For a long time, minutes, hours, weeks, none of us is capable of moving. Silent, pale, stunned, we stand with bowed heads by the shore of that frightful lake, scarcely even able to breathe.
We are in the presence of incontrovertible and permanent death, which to us is a novelty far greater even than the living sea of Megalo Kastro or the blue dawn of Nabomba Zom, and the immense fact of it holds us rooted to the spot. Was this truly Nikomastir’s ancestral world? Was his father actually born in that great old falling-down house, and did he really once swim in this deadly lake? And if none of that was so, how did Nikomastir know that the lake was there? We will never be able to answer those questions. Whatever we do not know about Nikomastir that we have already learned, we will never come to discover now. That is the meaning of death: the finality of it, the severing of communication, the awful unanswerable power of the uncompromising curtain that descends like a wall of steel. We did not come to Sidri Akrak to learn about such things, but that is what we have learned on Sidri Akrak, and we will take it with us wherever we go henceforth, pondering it, examining it.

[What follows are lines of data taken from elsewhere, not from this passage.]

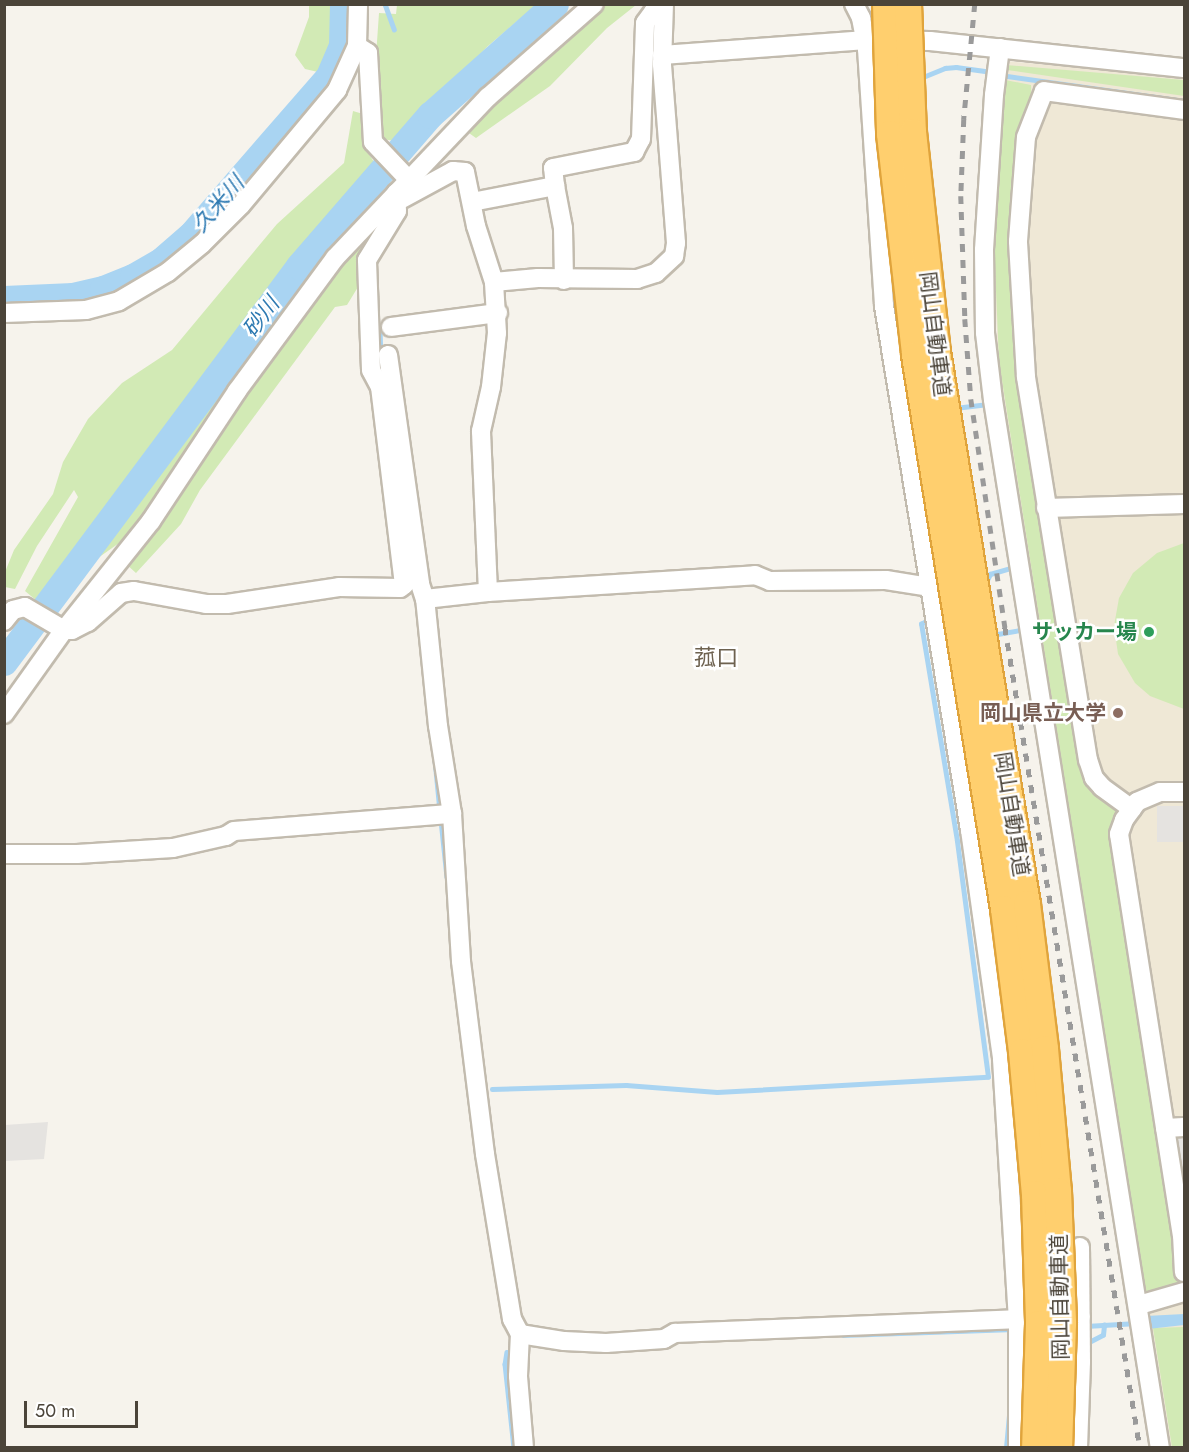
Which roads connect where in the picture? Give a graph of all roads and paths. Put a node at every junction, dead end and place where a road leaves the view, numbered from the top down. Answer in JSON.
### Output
{"nodes":[{"id":1,"x":358,"y":4,"type":"edge"},
{"id":2,"x":594,"y":4,"type":"edge"},
{"id":3,"x":854,"y":4,"type":"edge"},
{"id":4,"x":886,"y":4,"type":"edge"},
{"id":5,"x":908,"y":4,"type":"edge"},
{"id":6,"x":664,"y":5,"type":"edge"},
{"id":7,"x":866,"y":40,"type":"junction"},
{"id":8,"x":357,"y":46,"type":"junction"},
{"id":9,"x":1000,"y":48,"type":"junction"},
{"id":10,"x":662,"y":55,"type":"junction"},
{"id":11,"x":1185,"y":68,"type":"edge"},
{"id":12,"x":1185,"y":110,"type":"edge"},
{"id":13,"x":407,"y":177,"type":"junction"},
{"id":14,"x":555,"y":186,"type":"junction"},
{"id":15,"x":396,"y":198,"type":"junction"},
{"id":16,"x":472,"y":202,"type":"junction"},
{"id":17,"x":564,"y":280,"type":"junction"},
{"id":18,"x":494,"y":282,"type":"junction"},
{"id":19,"x":4,"y":313,"type":"edge"},
{"id":20,"x":498,"y":313,"type":"junction"},
{"id":21,"x":391,"y":327,"type":"dead end"},
{"id":22,"x":388,"y":355,"type":"dead end"},
{"id":23,"x":1185,"y":504,"type":"edge"},
{"id":24,"x":1046,"y":508,"type":"junction"},
{"id":25,"x":415,"y":587,"type":"junction"},
{"id":26,"x":930,"y":587,"type":"junction"},
{"id":27,"x":488,"y":592,"type":"junction"},
{"id":28,"x":4,"y":621,"type":"edge"},
{"id":29,"x":58,"y":626,"type":"junction"},
{"id":30,"x":4,"y":714,"type":"edge"},
{"id":31,"x":1185,"y":792,"type":"edge"},
{"id":32,"x":1132,"y":808,"type":"junction"},
{"id":33,"x":444,"y":815,"type":"junction"},
{"id":34,"x":4,"y":854,"type":"edge"},
{"id":35,"x":1185,"y":1127,"type":"edge"},
{"id":36,"x":1165,"y":1128,"type":"junction"},
{"id":37,"x":1080,"y":1247,"type":"dead end"},
{"id":38,"x":1185,"y":1272,"type":"edge"},
{"id":39,"x":1185,"y":1292,"type":"edge"},
{"id":40,"x":1143,"y":1306,"type":"junction"},
{"id":41,"x":1081,"y":1325,"type":"junction"},
{"id":42,"x":1018,"y":1327,"type":"junction"},
{"id":43,"x":520,"y":1334,"type":"junction"},
{"id":44,"x":524,"y":1448,"type":"edge"},
{"id":45,"x":1018,"y":1448,"type":"edge"},
{"id":46,"x":1035,"y":1448,"type":"edge"},
{"id":47,"x":1059,"y":1448,"type":"edge"},
{"id":48,"x":1078,"y":1448,"type":"edge"},
{"id":49,"x":1160,"y":1448,"type":"edge"}],
"edges":[{"from":1,"to":8,"type":"street"},
{"from":2,"to":13,"type":"street"},
{"from":3,"to":7,"type":"street"},
{"from":4,"to":46,"type":"highway","name":"岡山自動車道","bridge":true},
{"from":5,"to":47,"type":"highway","name":"岡山自動車道","bridge":true},
{"from":6,"to":10,"type":"street"},
{"from":6,"to":14,"type":"street"},
{"from":7,"to":9,"type":"street"},
{"from":7,"to":10,"type":"street"},
{"from":7,"to":26,"type":"street"},
{"from":8,"to":13,"type":"street"},
{"from":8,"to":19,"type":"street"},
{"from":9,"to":11,"type":"street"},
{"from":9,"to":40,"type":"street"},
{"from":10,"to":17,"type":"street"},
{"from":12,"to":24,"type":"street"},
{"from":13,"to":15,"type":"street"},
{"from":14,"to":16,"type":"street"},
{"from":14,"to":17,"type":"street"},
{"from":15,"to":16,"type":"street"},
{"from":15,"to":25,"type":"street"},
{"from":15,"to":29,"type":"street"},
{"from":16,"to":18,"type":"street"},
{"from":17,"to":18,"type":"street"},
{"from":18,"to":20,"type":"street"},
{"from":20,"to":21,"type":"street"},
{"from":20,"to":27,"type":"street"},
{"from":22,"to":25,"type":"street"},
{"from":23,"to":24,"type":"street"},
{"from":24,"to":32,"type":"street"},
{"from":25,"to":27,"type":"street"},
{"from":25,"to":29,"type":"street"},
{"from":25,"to":33,"type":"street"},
{"from":26,"to":27,"type":"street"},
{"from":26,"to":42,"type":"street"},
{"from":28,"to":29,"type":"street"},
{"from":29,"to":30,"type":"street"},
{"from":31,"to":32,"type":"street"},
{"from":32,"to":36,"type":"street"},
{"from":33,"to":34,"type":"street"},
{"from":33,"to":43,"type":"street"},
{"from":35,"to":36,"type":"street"},
{"from":36,"to":38,"type":"street"},
{"from":37,"to":41,"type":"street"},
{"from":39,"to":40,"type":"street"},
{"from":40,"to":49,"type":"street"},
{"from":41,"to":42,"type":"street"},
{"from":41,"to":48,"type":"street"},
{"from":42,"to":43,"type":"street"},
{"from":42,"to":45,"type":"street"},
{"from":43,"to":44,"type":"street"}]}
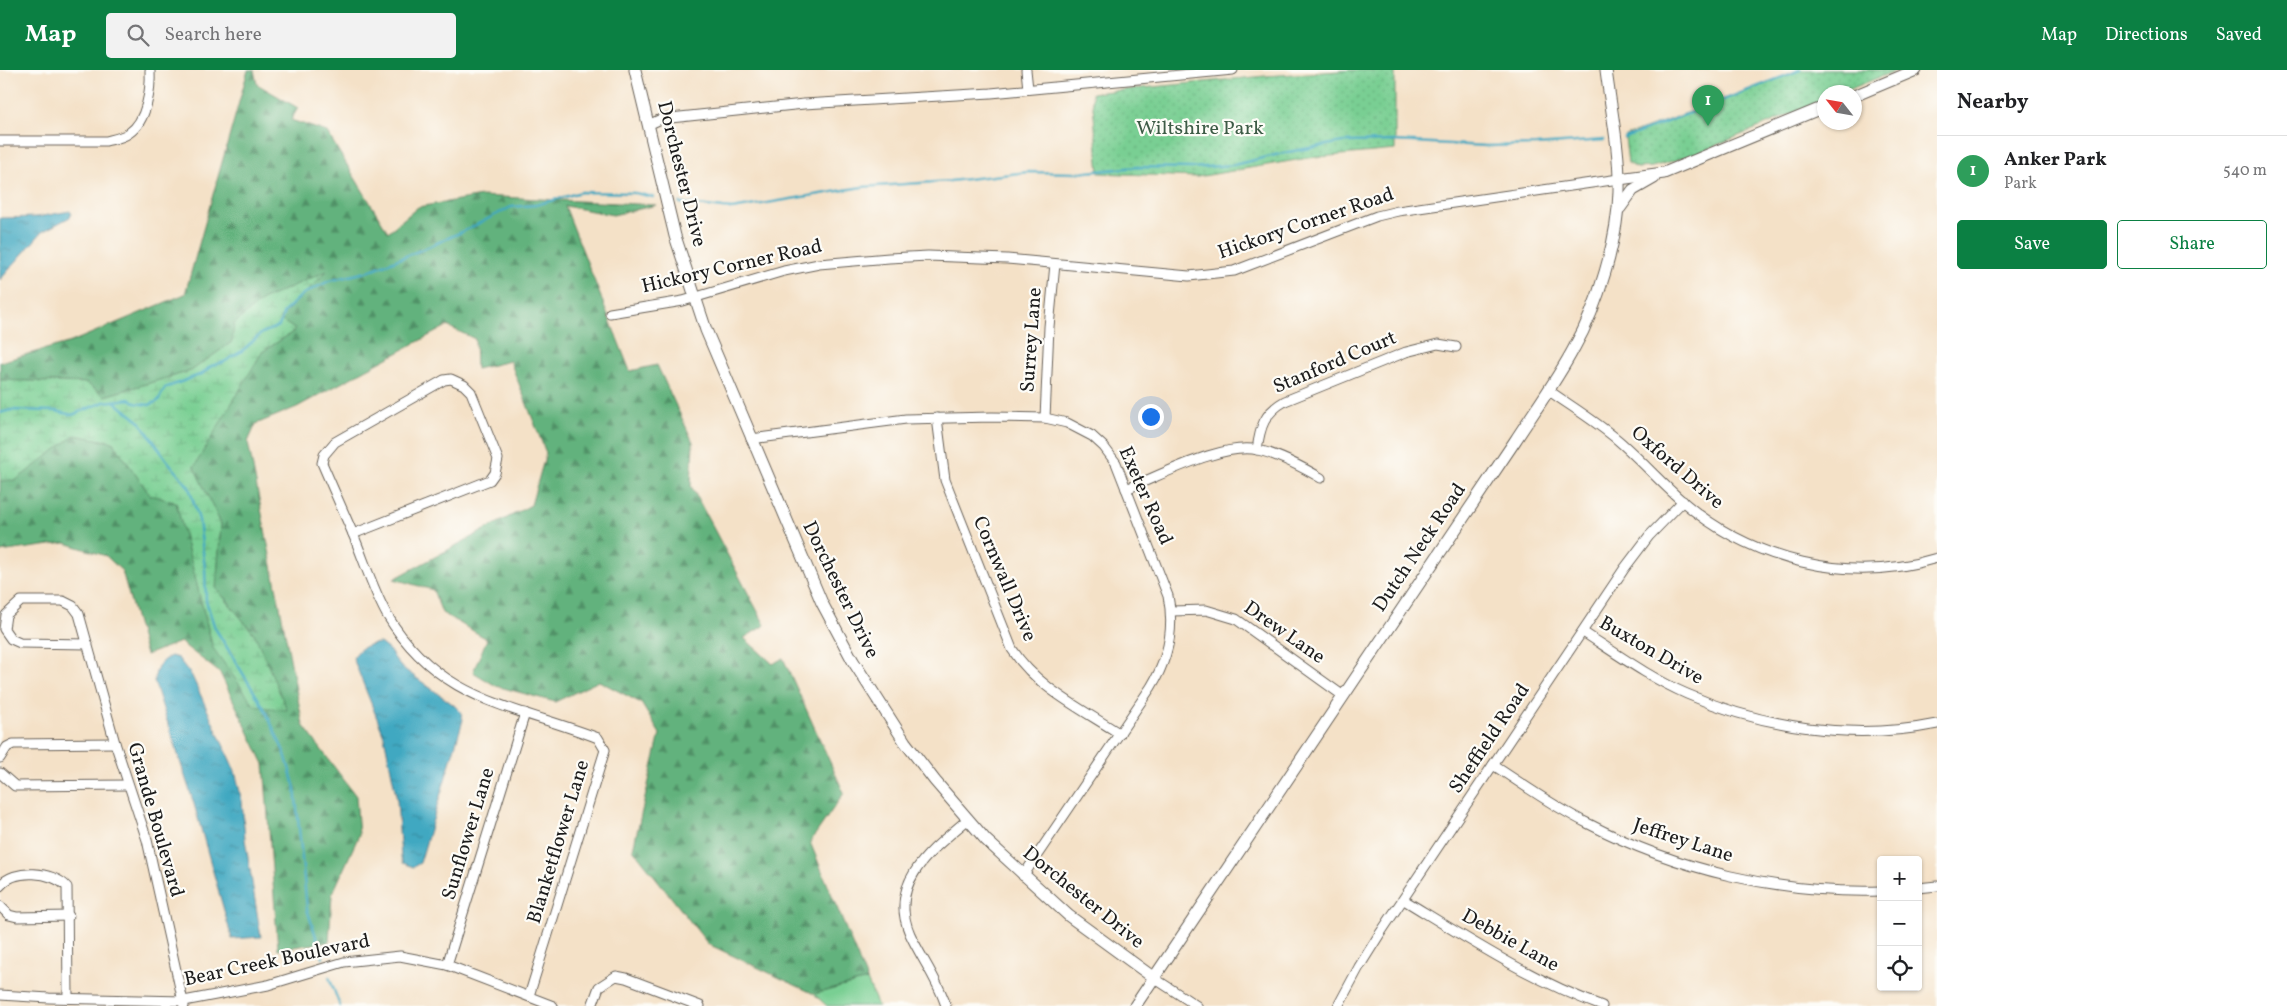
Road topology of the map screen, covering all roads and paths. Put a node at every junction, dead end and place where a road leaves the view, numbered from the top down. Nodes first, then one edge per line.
1 (150, 70) edge
2 (636, 70) edge
3 (1026, 70) edge
4 (1233, 70) edge
5 (1606, 70) edge
6 (1916, 70) edge
7 (1028, 89) junction
8 (1862, 93) edge
9 (1817, 110) edge
10 (648, 125) junction
11 (0, 141) edge
12 (1664, 173) junction
13 (1619, 179) junction
14 (1618, 212) junction
15 (1055, 264) junction
16 (694, 297) junction
17 (610, 313) dead end
18 (1456, 347) dead end
19 (1548, 390) junction
20 (937, 418) junction
21 (1044, 418) junction
22 (751, 439) junction
23 (1257, 450) junction
24 (1321, 478) dead end
25 (1126, 489) junction
26 (1682, 501) junction
27 (353, 534) junction
28 (1937, 558) edge
29 (1172, 611) junction
30 (1583, 632) junction
31 (88, 644) junction
32 (1342, 695) junction
33 (526, 713) junction
34 (1937, 724) edge
35 (1120, 734) junction
36 (115, 744) junction
37 (0, 758) edge
38 (1493, 765) junction
39 (0, 773) edge
40 (128, 785) junction
41 (967, 820) junction
42 (1023, 876) junction
43 (0, 886) edge
44 (1937, 886) edge
45 (1922, 888) edge
46 (1877, 891) edge
47 (1404, 900) junction
48 (0, 906) edge
49 (69, 916) junction
50 (447, 965) junction
51 (1154, 978) junction
52 (0, 995) edge
53 (529, 996) junction
54 (68, 998) junction
55 (184, 1003) edge
56 (553, 1006) edge
57 (592, 1006) edge
58 (700, 1006) edge
59 (946, 1006) edge
60 (1135, 1006) edge
61 (1197, 1006) edge
62 (1338, 1006) edge
63 (1602, 1006) edge

1 - 11 street
2 - 10 street, Dorchester Drive
3 - 7 street
4 - 7 street
5 - 13 street, Dutch Neck Road
6 - 8 street
7 - 10 street
9 - 12 street, Hickory Corner Road
10 - 16 street, Dorchester Drive
12 - 13 street, Hickory Corner Road
12 - 14 street
13 - 14 street, Dutch Neck Road
13 - 15 street, Hickory Corner Road
14 - 19 street, Dutch Neck Road
15 - 16 street, Hickory Corner Road
15 - 21 street, Surrey Lane
16 - 17 street, Hickory Corner Road
16 - 22 street, Dorchester Drive
18 - 23 street, Stanford Court
19 - 26 street, Oxford Drive
19 - 32 street, Dutch Neck Road
20 - 21 street, Exeter Road
20 - 22 street, Exeter Road
20 - 35 street, Cornwall Drive
21 - 25 street, Exeter Road
22 - 41 street, Dorchester Drive
23 - 24 street
23 - 25 street
25 - 29 street, Exeter Road
26 - 28 street, Oxford Drive
26 - 30 street, Sheffield Road
27 - 27 street, Blanketflower Lane
27 - 33 street, Blanketflower Lane
29 - 32 street, Drew Lane
29 - 35 street, Exeter Road
30 - 34 street, Buxton Drive
30 - 38 street, Sheffield Road
31 - 31 street, Grande Boulevard
31 - 36 street, Grande Boulevard
32 - 51 street, Dutch Neck Road
33 - 50 street, Sunflower Lane
33 - 53 street, Blanketflower Lane
35 - 42 street, Exeter Road
36 - 37 street
36 - 40 street, Grande Boulevard
38 - 46 street, Jeffrey Lane
38 - 47 street, Sheffield Road
39 - 40 street
40 - 55 street, Grande Boulevard
41 - 42 street, Dorchester Drive
41 - 59 street
42 - 51 street, Dorchester Drive
43 - 49 street
44 - 45 street
47 - 62 street, Sheffield Road
47 - 63 street, Debbie Lane
48 - 49 street
49 - 54 street
50 - 53 street, Bear Creek Boulevard
50 - 55 street, Bear Creek Boulevard
51 - 60 street, Dutch Neck Road
51 - 61 street, Dorchester Drive
52 - 54 street, Bear Creek Boulevard
53 - 56 street, Bear Creek Boulevard
54 - 55 street, Bear Creek Boulevard
57 - 58 street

“Come,” I say to Mayfly and Velimyle, after a time. “We need to get away from here.”
So, then. Nikomastir was foolish. He was bold. He has had his swim and now he is dead. And why? Why? For what? What was he seeking, on this awful world? What were we? We know what we found, yes, but not what it was that we were looking for. I wonder if we will ever know.
He has lived his only life, has Nikomastir, and he has lost it in the pursuit of idle pleasure. There is a lesson in that, for me, for Velimilye, for Mayfly, for us all. And one day I will, I hope, understand what it is.
All I do know after having lived these hundreds of years is that the universe is very large and we are quite small. We live godlike lives these days, flitting as we do from world to world, but even so we are not gods. We die: some sooner, some later, but we do die. Only gods live forever. Nikomastir hardly lived at all.
So be it. We have learned what we have learned from Nikomastir’s death, and now we must move on. We are travelers by nature and destiny, and we will go forward into our lives. Tomorrow we leave for Marajo. The shining sands, the City of Seven Pyramids. Marajo will teach us something, as Xamur once did, and Nabomba Zom, and Galgala. And also Sidri Akrak. Something. Something. Something.